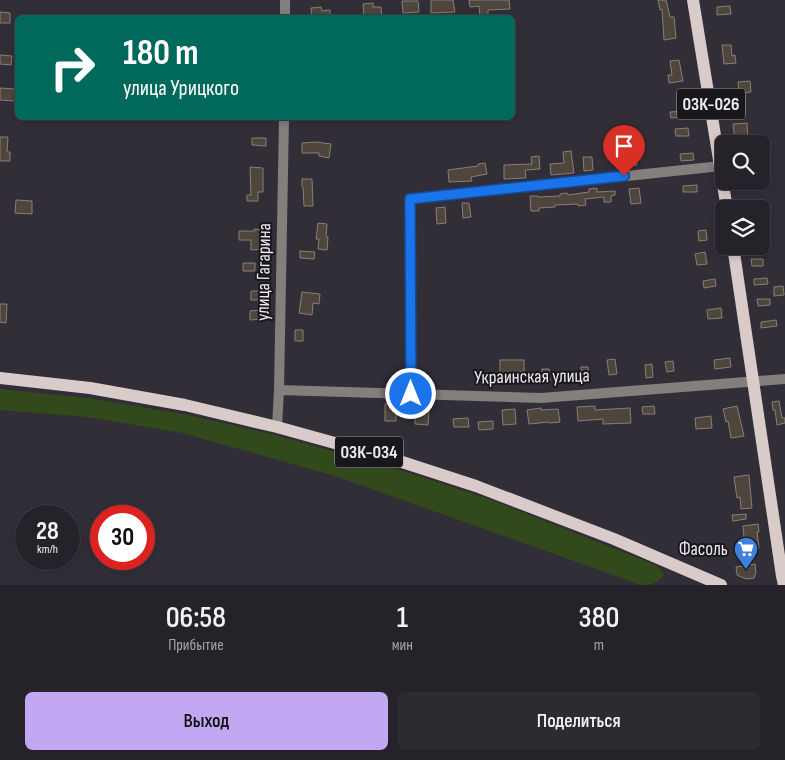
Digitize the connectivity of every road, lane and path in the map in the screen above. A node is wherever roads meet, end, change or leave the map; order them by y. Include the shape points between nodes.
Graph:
1 (285, 0) edge
2 (693, 0) edge
3 (285, 15) edge
4 (284, 120) edge
5 (716, 135) edge
6 (715, 167) edge
7 (734, 255) edge
8 (0, 378) edge
9 (785, 379) edge
10 (753, 381) junction
11 (279, 390) junction
12 (411, 394) junction
13 (277, 427) junction
14 (781, 583) edge
15 (721, 585) edge

1 - 3 street
2 - 5 main road, 03К-026
4 - 11 street, улица Гагарина
6 - 12 street via 410,199
7 - 10 main road
8 - 13 main road, 03К-034 via 141,396
9 - 10 street, Украинская улица
10 - 12 street, Украинская улица via 540,398
10 - 14 main road
11 - 12 street, Украинская улица
11 - 13 street, улица Гагарина
13 - 15 main road, 03К-034 via 404,462 476,486 614,539

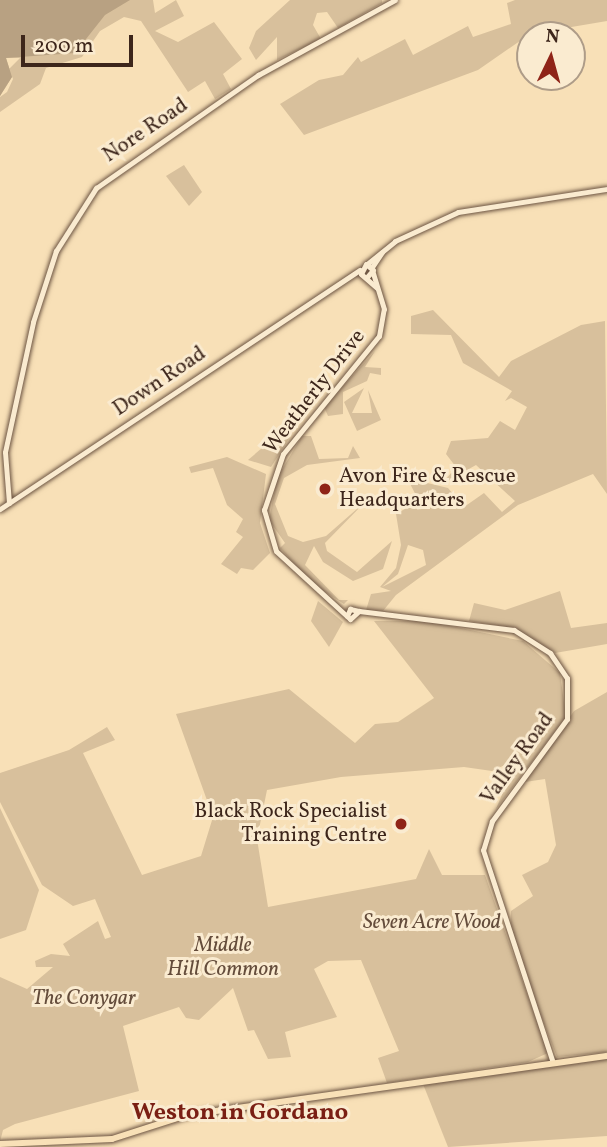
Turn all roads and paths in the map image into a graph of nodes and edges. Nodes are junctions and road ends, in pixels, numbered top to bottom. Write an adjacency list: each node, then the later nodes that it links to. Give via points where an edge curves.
1 (395, 0): 8 (street, Nore Road, via 258,75 96,188 56,251 33,322 5,452)
2 (607, 189): 3 (street, Down Road, via 481,206 386,247)
3 (371, 268): 4 (street, Down Road); 5 (street, Down Road); 7 (street, Weatherly Drive)
4 (360, 270): 5 (street); 6 (street, Down Road)
5 (365, 277): 6 (street, Down Road); 7 (street)
6 (337, 281): 8 (street, Down Road)
7 (381, 294): 10 (street, Weatherly Drive, via 379,336 288,446 265,498 272,544)
8 (9, 503): 9 (street, Down Road)
9 (0, 509)
10 (335, 607): 11 (street, Valley Road); 13 (street, Weatherly Drive)
11 (350, 609): 12 (street, Valley Road); 13 (street)
12 (359, 614): 13 (street, Valley Road); 15 (street, Valley Road, via 508,628 546,650 568,678 570,714 490,825 483,850)
13 (347, 616)
14 (607, 1056): 15 (main road)
15 (552, 1063): 16 (main road, via 187,1115 111,1139)
16 (0, 1144)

**EXERCISE DIRECTIONS**
The records above must be printed exactly, but the pictures they hold should be omitted.

**SOLUTION**
Digitize the connectivity of every road, lane and path in the map in the screen above. A node is wherever roads meet, end, change or leave the map; order them by y. Include the shape points between nodes.
Graph:
1 (285, 0) edge
2 (693, 0) edge
3 (285, 15) edge
4 (284, 120) edge
5 (716, 135) edge
6 (715, 167) edge
7 (734, 255) edge
8 (0, 378) edge
9 (785, 379) edge
10 (753, 381) junction
11 (279, 390) junction
12 (411, 394) junction
13 (277, 427) junction
14 (781, 583) edge
15 (721, 585) edge

1 - 3 street
2 - 5 main road, 03К-026
4 - 11 street, улица Гагарина
6 - 12 street via 410,199
7 - 10 main road
8 - 13 main road, 03К-034 via 141,396
9 - 10 street, Украинская улица
10 - 12 street, Украинская улица via 540,398
10 - 14 main road
11 - 12 street, Украинская улица
11 - 13 street, улица Гагарина
13 - 15 main road, 03К-034 via 404,462 476,486 614,539

Turn all roads and paths in the map image into a graph of nodes and edges. Nodes are junctions and road ends, in pixels, numbered top to bottom. Write an adjacency list: each node, then the later nodes that it links to. Give via points where an edge curves.
1 (395, 0): 8 (street, Nore Road, via 258,75 96,188 56,251 33,322 5,452)
2 (607, 189): 3 (street, Down Road, via 481,206 386,247)
3 (371, 268): 4 (street, Down Road); 5 (street, Down Road); 7 (street, Weatherly Drive)
4 (360, 270): 5 (street); 6 (street, Down Road)
5 (365, 277): 6 (street, Down Road); 7 (street)
6 (337, 281): 8 (street, Down Road)
7 (381, 294): 10 (street, Weatherly Drive, via 379,336 288,446 265,498 272,544)
8 (9, 503): 9 (street, Down Road)
9 (0, 509)
10 (335, 607): 11 (street, Valley Road); 13 (street, Weatherly Drive)
11 (350, 609): 12 (street, Valley Road); 13 (street)
12 (359, 614): 13 (street, Valley Road); 15 (street, Valley Road, via 508,628 546,650 568,678 570,714 490,825 483,850)
13 (347, 616)
14 (607, 1056): 15 (main road)
15 (552, 1063): 16 (main road, via 187,1115 111,1139)
16 (0, 1144)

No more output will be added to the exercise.